Friday, 16 November 2018

BNNK Tangsel Gandeng Kepsek Perangi Narkoba

Minggu, 22 Januari 2017 — 14:52 WIB
Kepala BNN Kota Tangsel AKBP Heru Istu H bersama puluhan Kepsek SMP maupun SMA se Kota Tangsel. (anton)

Kepala BNN Kota Tangsel AKBP Heru Istu H bersama puluhan Kepsek SMP maupun SMA se Kota Tangsel. (anton)

TANGERANG (Pos Kota) – Peranan guru, staf pengajar dan kepala sekolah (Kepsek) dalam mengantisipasi tindak kejahatan penggunaan atau peredaran narkotika di lingkungan setempat tentunya sangat dibutuhkan selain orang tua dan elemen masyarakat secara keseluruhan.

“Saya berharap staf pengajar, guru bahkan Kepsek dapat menjadi agent atau mata-mata untuk mencari informasi, mencegah dan membrantas peredaran narkoba di lingkungan sekolah,” kata Kepala Badan narkoptika Nasional (BNN) Kota Tangerang Selatan, Ajun Komisaris Besar Polisi (AKBP) Heru Istu Hariono terhadap puluhan Kepala SMP dan SMA se Kota Tangsel, Minggu (22/1).

Sekarang ini sudah saatnya jajaran staf pengajar, guru dan Kepsek di sekolah baik SMP, SMA dan sederajat bahkan kalau perlau antisipasi sejak awal tingkat SD juga perlu mendapatkan infromasi yang akurat serta jelas berkaitan bahaya nrakoba di kalangan generasi muda terutama kalangan pelajar.

Penyampaian tentang bahaya narkoba dari staf pengajar atau guru tentunya akan berbeda bila disampaika oleh petugas BNN maupun polisi karena guru memiliki pengetahuan dan karakter setiap anak didik dan dapat langsung diterima siswa.

“Bahaya akan narkoba sudah masuk dalam kurikulum di setiap sekolah.

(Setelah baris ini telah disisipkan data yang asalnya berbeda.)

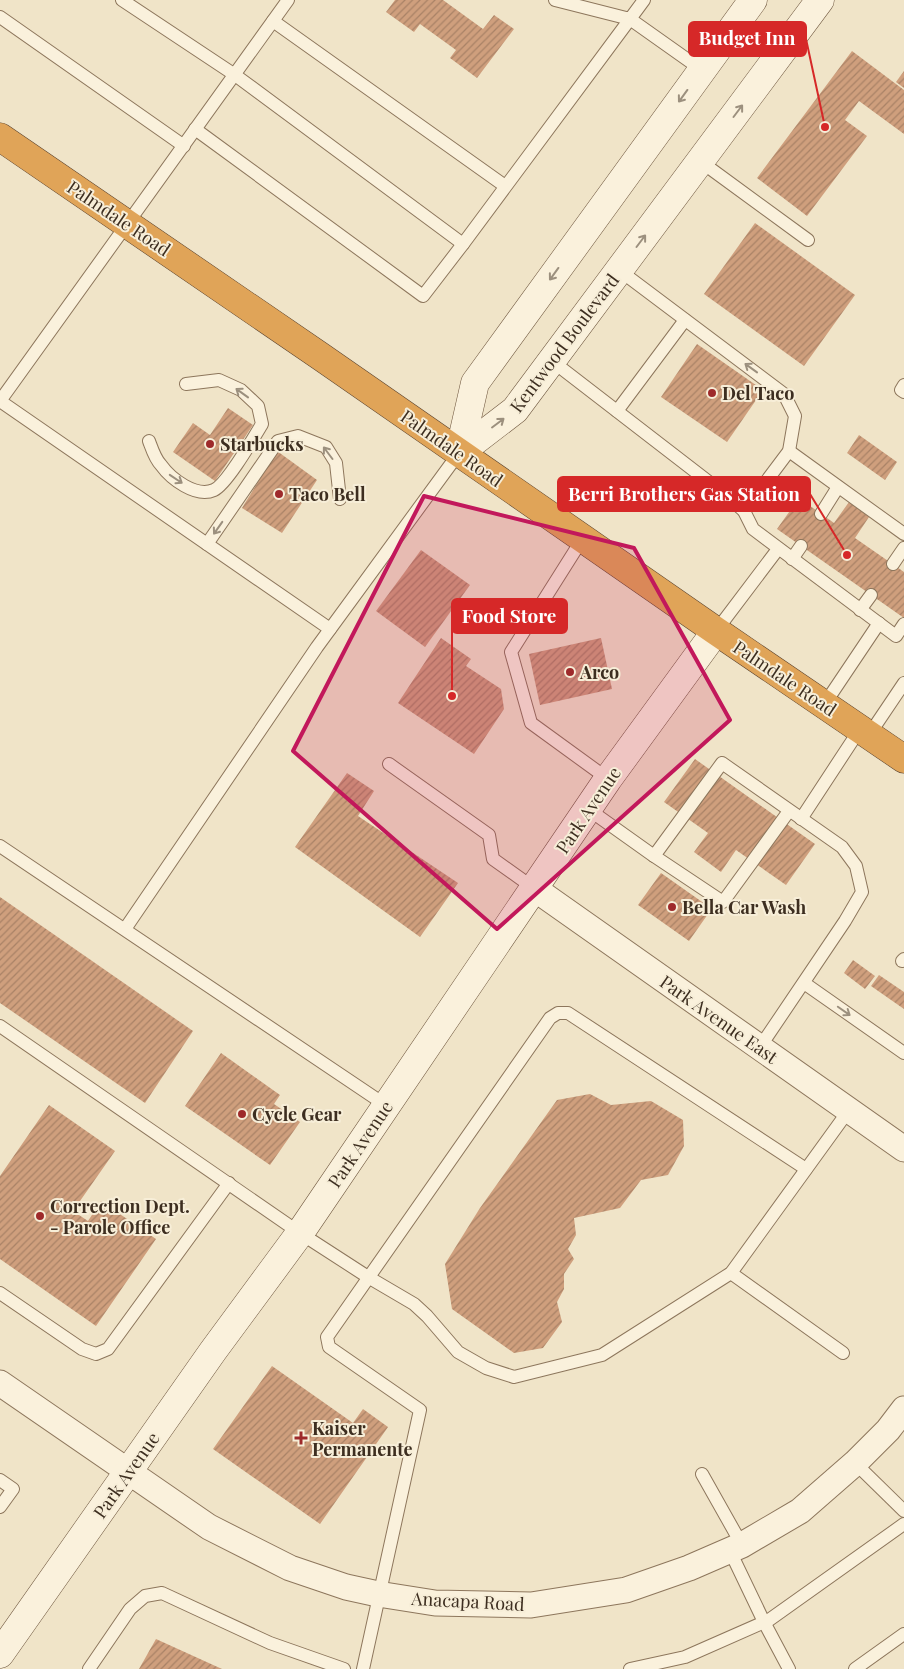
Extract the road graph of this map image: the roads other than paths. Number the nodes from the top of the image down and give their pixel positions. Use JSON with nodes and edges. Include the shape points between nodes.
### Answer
{"nodes":[{"id":1,"x":122,"y":0,"type":"edge"},
{"id":2,"x":288,"y":0,"type":"edge"},
{"id":3,"x":556,"y":0,"type":"edge"},
{"id":4,"x":644,"y":0,"type":"edge"},
{"id":5,"x":753,"y":0,"type":"edge"},
{"id":6,"x":820,"y":0,"type":"edge"},
{"id":7,"x":0,"y":17,"type":"edge"},
{"id":8,"x":630,"y":20,"type":"junction"},
{"id":9,"x":273,"y":21,"type":"junction"},
{"id":10,"x":702,"y":70,"type":"junction"},
{"id":11,"x":235,"y":75,"type":"junction"},
{"id":12,"x":195,"y":130,"type":"junction"},
{"id":13,"x":0,"y":137,"type":"edge"},
{"id":14,"x":184,"y":146,"type":"junction"},
{"id":15,"x":700,"y":161,"type":"junction"},
{"id":16,"x":505,"y":186,"type":"junction"},
{"id":17,"x":128,"y":224,"type":"junction"},
{"id":18,"x":808,"y":240,"type":"dead end"},
{"id":19,"x":463,"y":244,"type":"junction"},
{"id":20,"x":619,"y":270,"type":"junction"},
{"id":21,"x":685,"y":320,"type":"junction"},
{"id":22,"x":552,"y":361,"type":"junction"},
{"id":23,"x":186,"y":384,"type":"dead end"},
{"id":24,"x":904,"y":385,"type":"edge"},
{"id":25,"x":904,"y":392,"type":"edge"},
{"id":26,"x":0,"y":401,"type":"edge"},
{"id":27,"x":617,"y":411,"type":"junction"},
{"id":28,"x":149,"y":441,"type":"dead end"},
{"id":29,"x":789,"y":451,"type":"junction"},
{"id":30,"x":459,"y":452,"type":"junction"},
{"id":31,"x":838,"y":486,"type":"junction"},
{"id":32,"x":340,"y":499,"type":"dead end"},
{"id":33,"x":744,"y":511,"type":"junction"},
{"id":34,"x":822,"y":514,"type":"dead end"},
{"id":35,"x":904,"y":534,"type":"edge"},
{"id":36,"x":583,"y":538,"type":"junction"},
{"id":37,"x":207,"y":544,"type":"junction"},
{"id":38,"x":801,"y":546,"type":"dead end"},
{"id":39,"x":904,"y":548,"type":"edge"},
{"id":40,"x":778,"y":549,"type":"junction"},
{"id":41,"x":792,"y":559,"type":"junction"},
{"id":42,"x":893,"y":564,"type":"dead end"},
{"id":43,"x":871,"y":595,"type":"dead end"},
{"id":44,"x":860,"y":610,"type":"junction"},
{"id":45,"x":879,"y":623,"type":"junction"},
{"id":46,"x":904,"y":624,"type":"edge"},
{"id":47,"x":330,"y":629,"type":"junction"},
{"id":48,"x":716,"y":631,"type":"junction"},
{"id":49,"x":904,"y":683,"type":"edge"},
{"id":50,"x":824,"y":705,"type":"junction"},
{"id":51,"x":864,"y":732,"type":"junction"},
{"id":52,"x":904,"y":759,"type":"edge"},
{"id":53,"x":389,"y":764,"type":"dead end"},
{"id":54,"x":608,"y":779,"type":"junction"},
{"id":55,"x":588,"y":809,"type":"junction"},
{"id":56,"x":789,"y":811,"type":"junction"},
{"id":57,"x":801,"y":819,"type":"junction"},
{"id":58,"x":0,"y":846,"type":"edge"},
{"id":59,"x":654,"y":856,"type":"junction"},
{"id":60,"x":534,"y":889,"type":"junction"},
{"id":61,"x":124,"y":929,"type":"junction"},
{"id":62,"x":804,"y":983,"type":"junction"},
{"id":63,"x":0,"y":1026,"type":"edge"},
{"id":64,"x":760,"y":1047,"type":"junction"},
{"id":65,"x":904,"y":1053,"type":"edge"},
{"id":66,"x":387,"y":1106,"type":"junction"},
{"id":67,"x":849,"y":1110,"type":"junction"},
{"id":68,"x":904,"y":1149,"type":"edge"},
{"id":69,"x":806,"y":1169,"type":"junction"},
{"id":70,"x":228,"y":1183,"type":"junction"},
{"id":71,"x":300,"y":1233,"type":"junction"},
{"id":72,"x":730,"y":1273,"type":"junction"},
{"id":73,"x":368,"y":1277,"type":"junction"},
{"id":74,"x":0,"y":1292,"type":"edge"},
{"id":75,"x":843,"y":1352,"type":"dead end"},
{"id":76,"x":0,"y":1383,"type":"edge"},
{"id":77,"x":904,"y":1409,"type":"edge"},
{"id":78,"x":855,"y":1463,"type":"junction"},
{"id":79,"x":129,"y":1471,"type":"junction"},
{"id":80,"x":702,"y":1474,"type":"dead end"},
{"id":81,"x":0,"y":1480,"type":"edge"},
{"id":82,"x":0,"y":1507,"type":"edge"},
{"id":83,"x":904,"y":1511,"type":"edge"},
{"id":84,"x":904,"y":1524,"type":"edge"},
{"id":85,"x":736,"y":1548,"type":"junction"},
{"id":86,"x":378,"y":1594,"type":"junction"},
{"id":87,"x":764,"y":1622,"type":"junction"},
{"id":88,"x":904,"y":1634,"type":"edge"},
{"id":89,"x":0,"y":1654,"type":"edge"},
{"id":90,"x":89,"y":1669,"type":"edge"},
{"id":91,"x":344,"y":1669,"type":"edge"},
{"id":92,"x":363,"y":1669,"type":"edge"},
{"id":93,"x":630,"y":1669,"type":"edge"},
{"id":94,"x":789,"y":1669,"type":"edge"},
{"id":95,"x":855,"y":1669,"type":"edge"}],
"edges":[{"from":1,"to":11,"type":"lane"},
{"from":2,"to":9,"type":"lane"},
{"from":3,"to":8,"type":"lane"},
{"from":4,"to":8,"type":"lane"},
{"from":5,"to":10,"type":"street"},
{"from":15,"to":6,"type":"street","name":"Kentwood Boulevard","one_way":true},
{"from":7,"to":14,"type":"lane"},
{"from":8,"to":10,"type":"lane"},
{"from":8,"to":16,"type":"lane"},
{"from":9,"to":11,"type":"lane"},
{"from":9,"to":16,"type":"lane"},
{"from":10,"to":30,"type":"street","one_way":true,"via":[[475,383]]},
{"from":11,"to":12,"type":"lane"},
{"from":11,"to":19,"type":"lane"},
{"from":12,"to":14,"type":"lane"},
{"from":12,"to":19,"type":"lane","via":[[423,296]]},
{"from":13,"to":17,"type":"highway","name":"Palmdale Road"},
{"from":14,"to":17,"type":"lane"},
{"from":15,"to":18,"type":"lane"},
{"from":20,"to":15,"type":"street","name":"Kentwood Boulevard","one_way":true},
{"from":16,"to":19,"type":"lane"},
{"from":17,"to":26,"type":"lane"},
{"from":17,"to":30,"type":"highway","name":"Palmdale Road"},
{"from":20,"to":21,"type":"lane"},
{"from":20,"to":22,"type":"street","name":"Kentwood Boulevard"},
{"from":21,"to":27,"type":"lane"},
{"from":29,"to":21,"type":"lane","one_way":true,"via":[[795,416],[784,394]]},
{"from":22,"to":27,"type":"lane"},
{"from":30,"to":22,"type":"street","name":"Kentwood Boulevard","one_way":true,"via":[[515,410]]},
{"from":28,"to":23,"type":"lane","one_way":true,"via":[[159,464],[173,479],[196,491],[214,490],[227,478],[262,424],[258,406],[241,390],[219,380]]},
{"from":24,"to":25,"type":"lane","via":[[901,390]]},
{"from":26,"to":37,"type":"lane"},
{"from":27,"to":33,"type":"lane"},
{"from":29,"to":31,"type":"lane"},
{"from":29,"to":33,"type":"lane"},
{"from":30,"to":36,"type":"highway","name":"Palmdale Road"},
{"from":30,"to":47,"type":"lane"},
{"from":31,"to":34,"type":"lane"},
{"from":31,"to":35,"type":"lane"},
{"from":32,"to":37,"type":"lane","one_way":true,"via":[[336,463],[326,447],[298,436],[278,441]]},
{"from":33,"to":40,"type":"lane","via":[[753,529]]},
{"from":36,"to":48,"type":"highway","name":"Palmdale Road"},
{"from":36,"to":54,"type":"lane","via":[[511,652],[532,723]]},
{"from":37,"to":47,"type":"lane"},
{"from":38,"to":41,"type":"lane"},
{"from":39,"to":42,"type":"lane"},
{"from":40,"to":41,"type":"lane"},
{"from":40,"to":48,"type":"lane"},
{"from":41,"to":44,"type":"lane"},
{"from":43,"to":44,"type":"lane"},
{"from":44,"to":45,"type":"lane"},
{"from":45,"to":46,"type":"lane","via":[[896,636]]},
{"from":45,"to":50,"type":"lane"},
{"from":47,"to":61,"type":"lane"},
{"from":48,"to":50,"type":"highway","name":"Palmdale Road"},
{"from":48,"to":54,"type":"street","name":"Park Avenue"},
{"from":49,"to":51,"type":"lane"},
{"from":50,"to":51,"type":"highway","name":"Palmdale Road"},
{"from":51,"to":52,"type":"highway","name":"Palmdale Road"},
{"from":51,"to":57,"type":"lane"},
{"from":53,"to":60,"type":"lane","via":[[489,835],[493,859]]},
{"from":54,"to":55,"type":"street","name":"Park Avenue"},
{"from":55,"to":59,"type":"lane"},
{"from":55,"to":60,"type":"street","name":"Park Avenue"},
{"from":56,"to":57,"type":"lane"},
{"from":56,"to":59,"type":"lane","via":[[723,902]]},
{"from":56,"to":59,"type":"lane","via":[[722,763]]},
{"from":57,"to":62,"type":"lane","via":[[842,847],[856,866],[862,892]]},
{"from":58,"to":61,"type":"lane"},
{"from":60,"to":64,"type":"street","name":"Park Avenue East"},
{"from":60,"to":66,"type":"street","name":"Park Avenue"},
{"from":61,"to":66,"type":"lane"},
{"from":62,"to":64,"type":"lane"},
{"from":62,"to":65,"type":"lane","one_way":true},
{"from":63,"to":70,"type":"lane"},
{"from":64,"to":67,"type":"street","name":"Park Avenue East"},
{"from":66,"to":71,"type":"street","name":"Park Avenue"},
{"from":67,"to":68,"type":"street","name":"Park Avenue East"},
{"from":67,"to":69,"type":"lane"},
{"from":69,"to":72,"type":"lane"},
{"from":69,"to":73,"type":"lane","via":[[568,1013],[558,1013],[550,1018]]},
{"from":70,"to":71,"type":"lane"},
{"from":70,"to":74,"type":"lane","via":[[108,1350],[96,1354],[82,1350]]},
{"from":71,"to":73,"type":"lane"},
{"from":71,"to":79,"type":"street","name":"Park Avenue"},
{"from":72,"to":73,"type":"lane","via":[[602,1356],[514,1377],[486,1368],[458,1352],[414,1304]]},
{"from":72,"to":75,"type":"lane"},
{"from":73,"to":86,"type":"lane","via":[[327,1337],[329,1347],[420,1410]]},
{"from":76,"to":79,"type":"street","name":"Anacapa Road"},
{"from":77,"to":78,"type":"street","name":"Anacapa Road"},
{"from":78,"to":83,"type":"lane"},
{"from":78,"to":85,"type":"street","name":"Anacapa Road","via":[[800,1511]]},
{"from":79,"to":86,"type":"street","name":"Anacapa Road","via":[[209,1528],[290,1568]]},
{"from":79,"to":89,"type":"street","name":"Park Avenue"},
{"from":80,"to":85,"type":"lane"},
{"from":81,"to":82,"type":"lane","via":[[13,1489]]},
{"from":84,"to":87,"type":"lane"},
{"from":85,"to":86,"type":"street","name":"Anacapa Road","via":[[626,1590],[531,1605],[435,1603]]},
{"from":85,"to":87,"type":"lane"},
{"from":86,"to":92,"type":"lane"},
{"from":87,"to":93,"type":"lane","via":[[685,1657]]},
{"from":87,"to":94,"type":"lane"},
{"from":88,"to":95,"type":"lane"},
{"from":90,"to":91,"type":"lane","via":[[130,1609],[144,1596],[162,1593],[270,1643]]}]}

Para guru, akan dengan mudah menyampaikan kepada anak didiknya,” ujarnya yang menambahkan kemungkinan kegiatan penyuluhan langsung juga dapat dilakukan di sekolah-sekolah oleh petugas BNN maupun kepolisian sebagai ajang silahturahmi serta meningkatkan disiplin maupun mencegah terjadinya tawuran pelajar.

JANGAN MUDAH PERCAYA

Sementara itu, Kepala Seksi (Kasie) Pendidikan dan Pencegahan Narkotika BNN RI, Eva Fitri Yuanita, yang menyampaikan materi untuk guru dan Kepsek SMP serta SMA se Kota Tangsel, mengatakan sekarang ini semakin banyak jenis narkoba yang belum banyak diketahui orang sehingga perlu kewaspadaan di kalangan guru atau staf pengajar.

“Saya berharap guru dapat memberikan penjelasan ke siswa agar tak mudah percaya kepada orang yang belum dikenal saat memberikan berbagai makanan atau minuman kepada siswa tersebut,” ujarnya terlebih belakangan makin banyak zat terlarang yang belum disosialisasikan atau diketahui masyarakat berupa narkoba.

Peran guru di lingkungan sekolah juga harus dapat membuat anak didiknya memiliki kepercayaan diri untuk berani menolak pemberian apapun dari orang yang tidak dikenal. “Harus dibekali kepercayaan diri untuk menolak, jika suatu saat ada orang tidak dikenal memberikan sesuatu. Ini menjadi tugas guru,” ujarnya.